DiviPay (DiviPay.com), Australia’s first all-in-one virtual corporate card and expense management platform, has announced a second instalment of $1.7 million in its Series A funding round led by ANZ Bank’s venture capital arm, ANZi.
Founded in 2017 by CEO Daniel Kniaz and CTO Russell Martin, DiviPay (DiviPay.com) enables finance teams to better manage, control and streamline spending across their organisation.
DiviPay solves a common pain point shared by small and large businesses alike: issuing corporate cards to staff whilst staying in control of spending and collecting receipts and accounting data.DiviPay enables businesses to provide employees with an uncapped number of cards that can be used to pay online and instore via Apple Pay and Google Pay. Finance teams and business leaders stay in control of spending via pre-approved budget limits and smart payment rules that lock cards to approved amounts and merchants. As well as a live transaction feed which provides visibility of any transaction, the moment it happens. Once a transaction occurs, DiviPay automatically creates and populates an expense report with merchant data, GL codes, budgets and more and export into the organisation’s accounting system. From March this year, DiviPay will enable organisations to create, approve and automatically pay bills alongside it’s corporate card and expense management products.
To date, DiviPay has issued 20,000 virtual cards for more than 600 organisations that range from professional services and trades, to not-for-profits and large organisations with 500-plus employees. DiviPay’s customers include Western Sydney University, Xero, Canva, Michael Hill and the Autism Association of WA.. DiviPay has been used to process $35 million in business payments – including $24.3 million spent in 2020 alone. In its first year, DiviPay won Emerging App of the Year at the Xero Awards.
In 2016, Daniel and Russell attracted $100,000 in funding for DiviPay from H2 Ventures when they joined its fintech accelerator program. In September 2019, DiviPay received a first instalment of $2.3 million in a Series A funding round from a consortium of investors led by ANZi and which includes Seed Space ventures and Pepper Money CEO Patrick Tuttle. The funding enabled DiviPay to build its engineering team and execute on it’s product vision.
This week, the investment was topped by an additional $1.7 million as part of the same funding round, bringing the total investment in DiviPay to date to over $4 million. The funding will allow DiviPay to build DiviPay’s marketing, sales and engineering teams, and ensureit has the resources needed to grow and broaden its customer base.
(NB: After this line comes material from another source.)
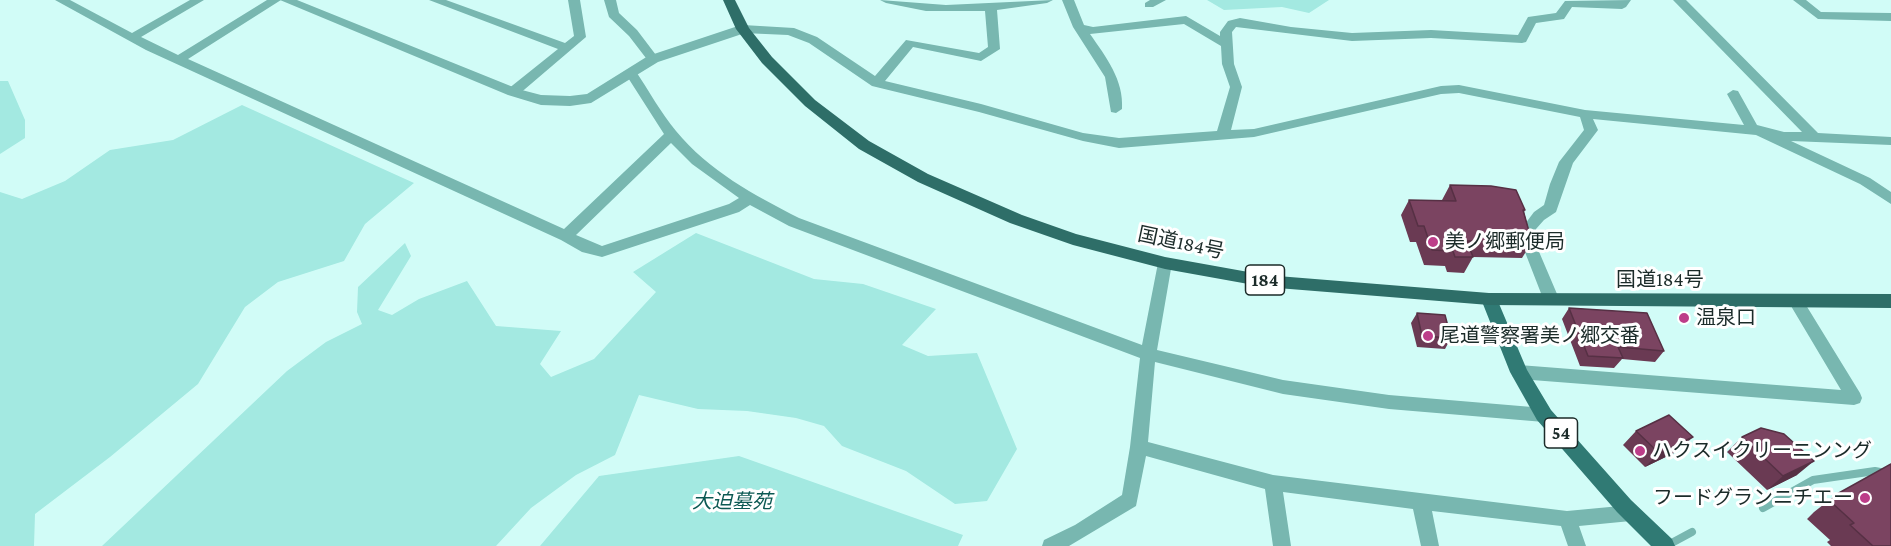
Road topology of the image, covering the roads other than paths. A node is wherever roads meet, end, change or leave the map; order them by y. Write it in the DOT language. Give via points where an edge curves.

Daniel Kniaz, DiviPay’s CEO says: “Up until this year, DiviPay’s customer growth has been mainly through word of mouth. We have built strong advocates of our product because we involved customers in our business journey and truly built a product that solves a common problem. This year, we plan to attract larger customers and will continue to grow our non-profit customer base. Not-for-profits are a sector in need of our product, as their budgets are tight, they have a short reconciliation cycle, and they are unable to get cards from traditional providers. One not-for-profit that we worked with used to drop-off envelopes of cash to their caregivers. With DiviPay they can save hours by instantly issuing virtual corporate cards whilst tracking every dollar spent from our intuitive online platform.”
Ron Spector, ANZi Managing Director and DiviPay board member, says: “DiviPay is a much needed solution in a credit card market that has been ripe for disruption for some time. As an advocate for Australian businesses, ANZi is proud to invest in a product that enables start-ups, micro ventures, established medium-sized businesses and large organisations to streamline their backend processes. The SME sector, in particular, is the lifeblood of our economy, and removing barriers and pain points is crucial to its success. The timing is particularly important as Australia enters its recovery phase out of the pandemic.”